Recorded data
-- Opening Marker --

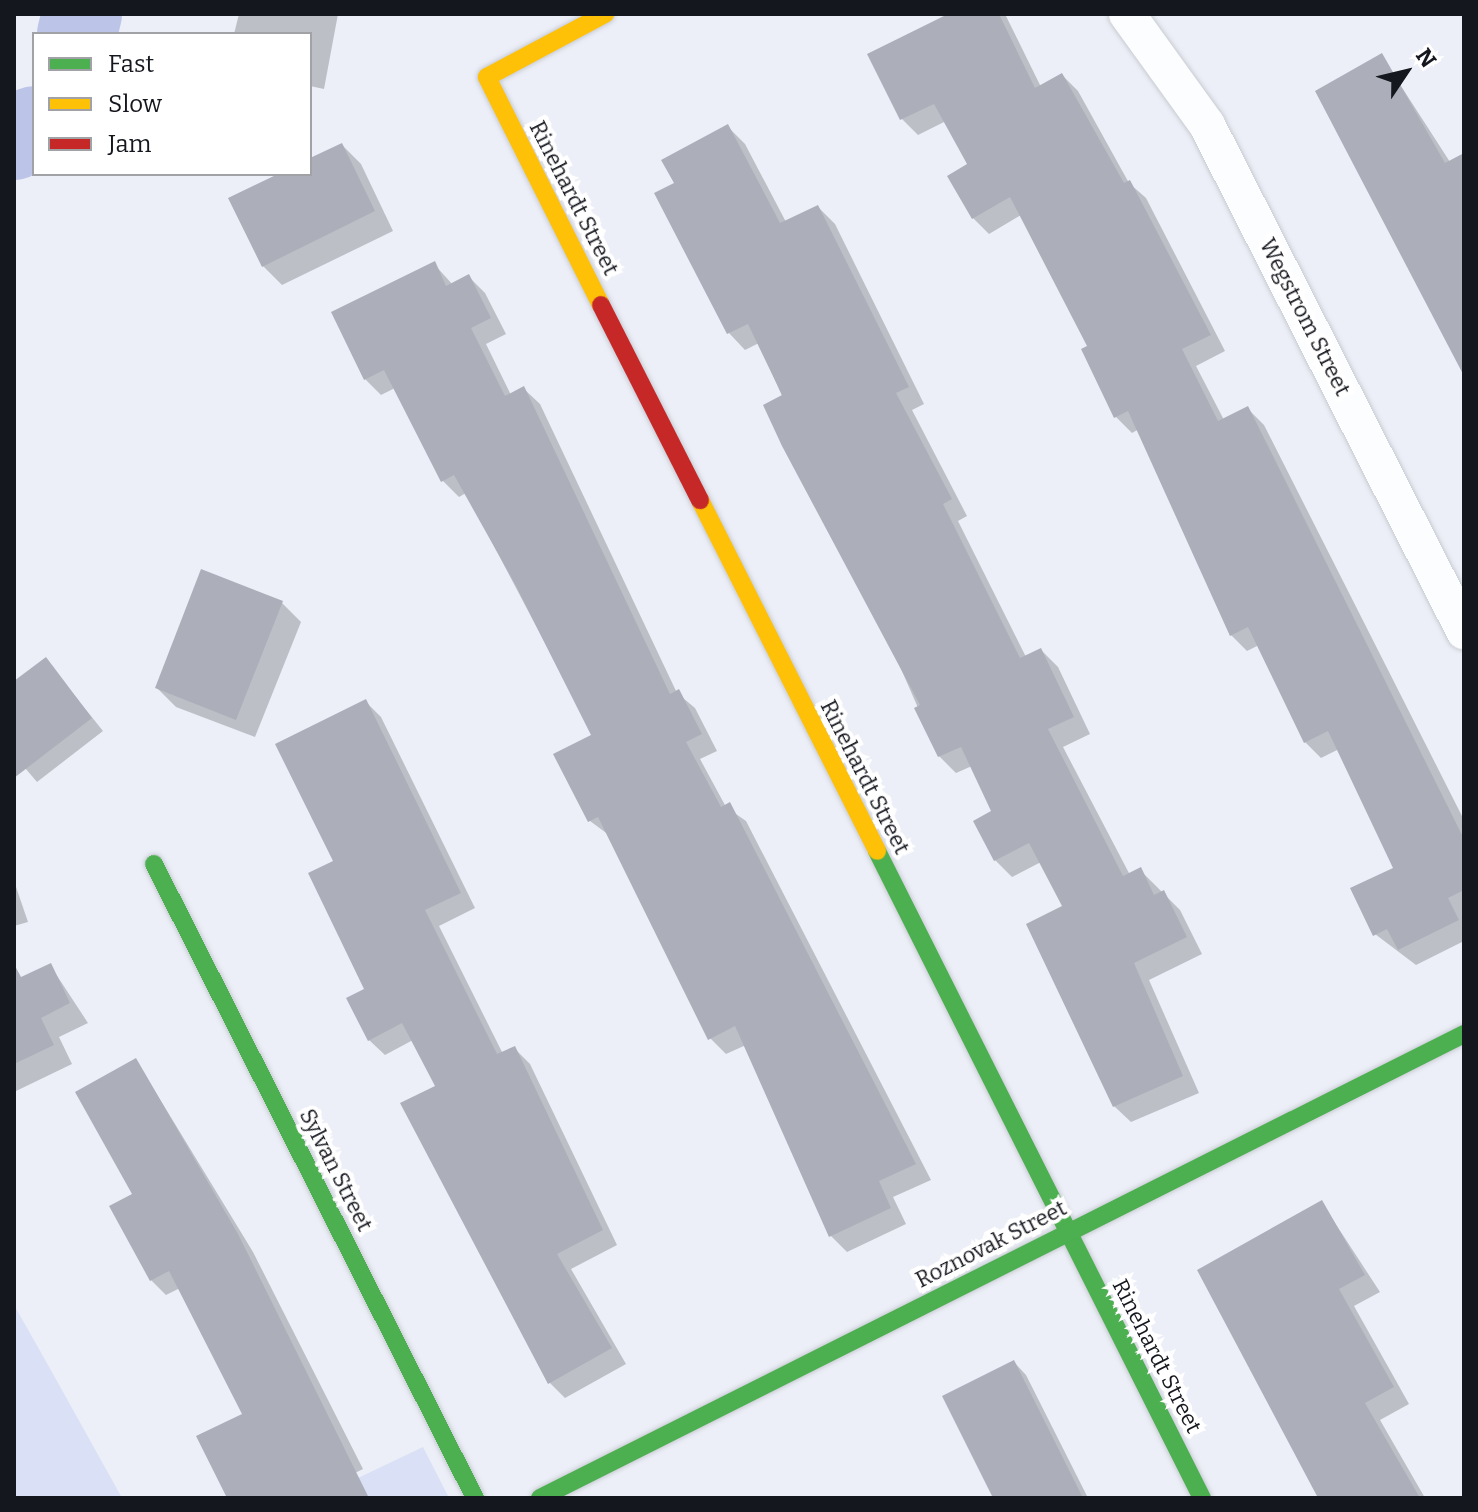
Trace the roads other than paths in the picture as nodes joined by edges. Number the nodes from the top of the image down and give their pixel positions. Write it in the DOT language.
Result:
graph roads {
  1 [pos="605,14"];
  2 [pos="1127,14"];
  3 [pos="1464,631"];
  4 [pos="154,864"];
  5 [pos="1464,1034"];
  6 [pos="1067,1232"];
  7 [pos="475,1498"];
  8 [pos="540,1498"];
  9 [pos="1202,1498"];
  1 -- 6 [label="street, Rinehardt Street"];
  2 -- 3 [label="street, Wegstrom Street"];
  4 -- 7 [label="street, Sylvan Street"];
  5 -- 6 [label="street, Roznovak Street"];
  6 -- 8 [label="street, Roznovak Street"];
  6 -- 9 [label="street, Rinehardt Street"];
}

-- Closing Marker --

▸ **WHAT IS REQUIRED**:
The answer must be the full set of records, repeated exactly, with no pictures.

▸ **ANSWER AREA**:
Trace the roads other than paths in the picture as nodes joined by edges. Number the nodes from the top of the image down and give their pixel positions. Write it in the DOT language.
Result:
graph roads {
  1 [pos="605,14"];
  2 [pos="1127,14"];
  3 [pos="1464,631"];
  4 [pos="154,864"];
  5 [pos="1464,1034"];
  6 [pos="1067,1232"];
  7 [pos="475,1498"];
  8 [pos="540,1498"];
  9 [pos="1202,1498"];
  1 -- 6 [label="street, Rinehardt Street"];
  2 -- 3 [label="street, Wegstrom Street"];
  4 -- 7 [label="street, Sylvan Street"];
  5 -- 6 [label="street, Roznovak Street"];
  6 -- 8 [label="street, Roznovak Street"];
  6 -- 9 [label="street, Rinehardt Street"];
}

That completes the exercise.